Guerin privilegia los colectivos frente a las individualidades, filmando grupos o parejas, por más que de vez en cuando vayan emergiendo algunas personalidades muy llamativas. Por delante de su cámara pasan los viejos agricultores que hablan en catalán, los gitanos procedentes del sur de España, los portugueses, los marroquís, los indios, etc, etc, todo un crisol de culturas, lenguas y músicas, aspecto este muy importante en configuración del tejido sonoro y sentimental de la película. Este modelo en la creación de personajes Guerin ya lo había desarrollado magistralmente en su película más conocida, al menos en España, donde fue un importante éxito popular, En construcción (2001), que narraba el proceso de rehabilitación (y gentrificación) de otro barrio de Barcelona, el Raval, este en pleno centro de la ciudad.

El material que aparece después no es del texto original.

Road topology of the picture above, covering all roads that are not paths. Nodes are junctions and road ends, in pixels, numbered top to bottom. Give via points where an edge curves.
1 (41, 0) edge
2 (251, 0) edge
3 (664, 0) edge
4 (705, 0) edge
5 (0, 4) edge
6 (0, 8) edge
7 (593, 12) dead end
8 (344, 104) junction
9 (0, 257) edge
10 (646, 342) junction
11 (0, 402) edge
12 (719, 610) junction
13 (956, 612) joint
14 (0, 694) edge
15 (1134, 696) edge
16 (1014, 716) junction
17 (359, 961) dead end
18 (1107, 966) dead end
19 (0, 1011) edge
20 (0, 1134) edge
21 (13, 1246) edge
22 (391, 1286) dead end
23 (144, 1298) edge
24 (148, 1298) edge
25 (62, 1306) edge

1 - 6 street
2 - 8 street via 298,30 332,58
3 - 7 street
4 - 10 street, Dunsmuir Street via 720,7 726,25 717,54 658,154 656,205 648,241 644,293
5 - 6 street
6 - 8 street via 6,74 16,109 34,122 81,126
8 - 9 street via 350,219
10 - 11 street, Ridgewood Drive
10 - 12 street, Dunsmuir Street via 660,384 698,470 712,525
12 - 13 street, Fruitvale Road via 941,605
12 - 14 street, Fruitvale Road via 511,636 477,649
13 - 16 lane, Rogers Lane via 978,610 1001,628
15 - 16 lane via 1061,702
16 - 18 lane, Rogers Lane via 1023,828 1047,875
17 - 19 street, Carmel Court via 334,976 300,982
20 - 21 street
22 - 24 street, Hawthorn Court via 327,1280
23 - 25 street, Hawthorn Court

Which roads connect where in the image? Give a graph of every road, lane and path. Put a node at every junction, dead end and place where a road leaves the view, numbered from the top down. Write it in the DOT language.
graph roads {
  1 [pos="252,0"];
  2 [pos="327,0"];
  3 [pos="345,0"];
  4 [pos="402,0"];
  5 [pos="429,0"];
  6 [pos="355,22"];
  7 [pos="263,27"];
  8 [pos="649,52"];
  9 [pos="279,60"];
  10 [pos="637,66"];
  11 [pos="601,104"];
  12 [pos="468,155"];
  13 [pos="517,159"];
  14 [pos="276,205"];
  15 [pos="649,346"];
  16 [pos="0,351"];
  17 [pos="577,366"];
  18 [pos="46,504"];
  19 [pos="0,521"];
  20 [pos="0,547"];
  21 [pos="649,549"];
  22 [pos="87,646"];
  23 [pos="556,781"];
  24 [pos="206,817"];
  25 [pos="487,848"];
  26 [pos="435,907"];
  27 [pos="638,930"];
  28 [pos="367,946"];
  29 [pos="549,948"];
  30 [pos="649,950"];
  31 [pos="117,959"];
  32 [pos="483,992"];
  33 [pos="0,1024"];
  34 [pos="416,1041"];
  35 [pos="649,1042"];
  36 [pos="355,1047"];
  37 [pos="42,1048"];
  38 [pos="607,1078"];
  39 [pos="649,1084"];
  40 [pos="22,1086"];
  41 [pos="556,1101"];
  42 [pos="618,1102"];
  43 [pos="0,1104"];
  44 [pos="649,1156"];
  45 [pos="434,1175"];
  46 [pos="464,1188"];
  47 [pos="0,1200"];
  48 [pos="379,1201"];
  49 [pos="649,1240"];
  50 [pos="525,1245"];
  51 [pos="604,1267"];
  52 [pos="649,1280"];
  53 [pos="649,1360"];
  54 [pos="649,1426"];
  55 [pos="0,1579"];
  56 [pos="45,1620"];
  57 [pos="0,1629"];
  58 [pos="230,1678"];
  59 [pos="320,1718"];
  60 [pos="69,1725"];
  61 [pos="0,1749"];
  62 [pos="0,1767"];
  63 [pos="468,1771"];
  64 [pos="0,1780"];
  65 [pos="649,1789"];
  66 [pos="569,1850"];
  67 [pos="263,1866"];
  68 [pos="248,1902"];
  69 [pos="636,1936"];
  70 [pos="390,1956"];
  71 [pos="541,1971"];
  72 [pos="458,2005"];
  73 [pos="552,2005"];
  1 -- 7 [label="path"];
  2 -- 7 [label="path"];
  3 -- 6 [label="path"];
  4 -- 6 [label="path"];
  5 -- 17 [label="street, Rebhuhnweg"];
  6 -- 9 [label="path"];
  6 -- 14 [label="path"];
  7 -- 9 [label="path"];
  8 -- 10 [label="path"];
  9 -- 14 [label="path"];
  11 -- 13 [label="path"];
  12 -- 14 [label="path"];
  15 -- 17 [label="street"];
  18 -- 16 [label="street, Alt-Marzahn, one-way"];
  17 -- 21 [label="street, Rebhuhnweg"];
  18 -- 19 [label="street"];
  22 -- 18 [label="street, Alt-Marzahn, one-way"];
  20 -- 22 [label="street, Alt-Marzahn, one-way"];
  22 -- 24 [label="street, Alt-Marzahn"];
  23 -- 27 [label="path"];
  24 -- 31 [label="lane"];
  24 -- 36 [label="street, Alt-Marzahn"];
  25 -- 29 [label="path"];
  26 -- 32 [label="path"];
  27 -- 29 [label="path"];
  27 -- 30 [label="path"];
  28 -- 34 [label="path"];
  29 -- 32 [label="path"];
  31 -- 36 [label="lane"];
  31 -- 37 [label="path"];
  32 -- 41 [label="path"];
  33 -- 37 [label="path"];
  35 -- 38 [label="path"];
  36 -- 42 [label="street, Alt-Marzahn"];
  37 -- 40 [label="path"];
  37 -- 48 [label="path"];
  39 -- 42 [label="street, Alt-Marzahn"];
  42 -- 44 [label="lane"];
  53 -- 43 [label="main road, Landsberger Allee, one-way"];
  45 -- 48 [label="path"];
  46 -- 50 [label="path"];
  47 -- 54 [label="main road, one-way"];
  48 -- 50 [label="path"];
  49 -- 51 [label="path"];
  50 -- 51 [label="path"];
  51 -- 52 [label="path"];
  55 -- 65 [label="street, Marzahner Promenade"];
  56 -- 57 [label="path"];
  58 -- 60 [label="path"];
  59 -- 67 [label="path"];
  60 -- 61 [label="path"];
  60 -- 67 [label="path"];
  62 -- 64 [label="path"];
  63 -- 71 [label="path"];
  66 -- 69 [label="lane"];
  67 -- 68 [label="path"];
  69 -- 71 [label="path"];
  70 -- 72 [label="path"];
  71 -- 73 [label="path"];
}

En aquella película de hace casi 25 años se registraba el largo proceso de derribo y construcción de las nuevas viviendas, también las excavaciones arqueológicas que se habían tenido que acometer; se trataba de un proceso de transformación que recordaba a una película coetánea, No quarto da Vanda, de Pedro Costa, y que implicaba el fin de uno de los barrios más tradicionales y marginales de la ciudad, sustituido por la Barcelona moderna de los museos como el MACBA o el CCCB. En Historias del buen valle, por el contrario, no hay nostalgia ni conflicto. De un modo u otro el barrio ha podido conservar su esencia y más allá de una obras que soterrarán las vías del tren (pero que no implicarán la construcción de una estación: Vallbona seguirá estando lejos) parece que nada alterará la vida cotidiana de sus habitantes, en particular los baños en el río y las comidas campestres. Vallbona forma parte del tejido urbano de Barcelona, pero su vida, o la que privilegia Guerin, está anclada en el mundo rural, incluso con unos pequeños huertos que no responden a una moda (urbana), sino a una necesidad que se diría ancestral (algo que traen consigo los nuevos habitantes desde sus lugares de origen).
En la rueda de prensa citada, Guerin reconocía que no sabía filmar monstruos, que no podría hacer un documental sobre Netanyahu o Trump. Su querencia es otra, “filmar los afectos”, nos dice, de ahí el cariño que desprenden los retratos de cada uno de los personajes. Estamos en un territorio muy conocido en el que Guerin nunca defrauda, capaz de encontrar en una barrio en principio poco singular lo que otros han de buscar viajando por todo el mundo. Esa mirada siempre ha estado contagiada por la cinefilia (Los motivos de Berta, Innisfree, Tren de sombras), incluso en En construcción podía insertar una cita de Land of Pharaohs (Howard Hawks, 1955) que de repente le daba un nuevo significado a su propia película. En el caso de Historias del buen valle el referente es John Ford a partir de uno de los personajes de la película, un anciano que le propone a Guerin filmar un western. Cuando muera otro de los ancianos de la película, en el acto fúnebre se entonará “El valle del río rojo”, canción popular que aparece en muchas películas, entre ellas The Grapes of Wrath (John Ford, 1940), y que imprime un aire melancólico a todo segmento final, en particular al plano final, con ese río que se va vaciando de personas y que parece devolver a Vallbona a sus orígenes, antes incluso de los primeros asentamientos. La dedicatoria final a Marie-Pierre Duhamel, Luis Ospina, Jonas Mekas y Ahmad Natche incide en este tono, no tanto el de un mundo que se acaba, sino de un mundo en el que cada vez, con el paso de los años, ya tiene tanto peso el recuerdo de quienes nos han dejado como la compañía de los que siguen con nosotros.
(España, 2025)
Guion, dirección: José Luis Guerín. Duración: 122 minutos.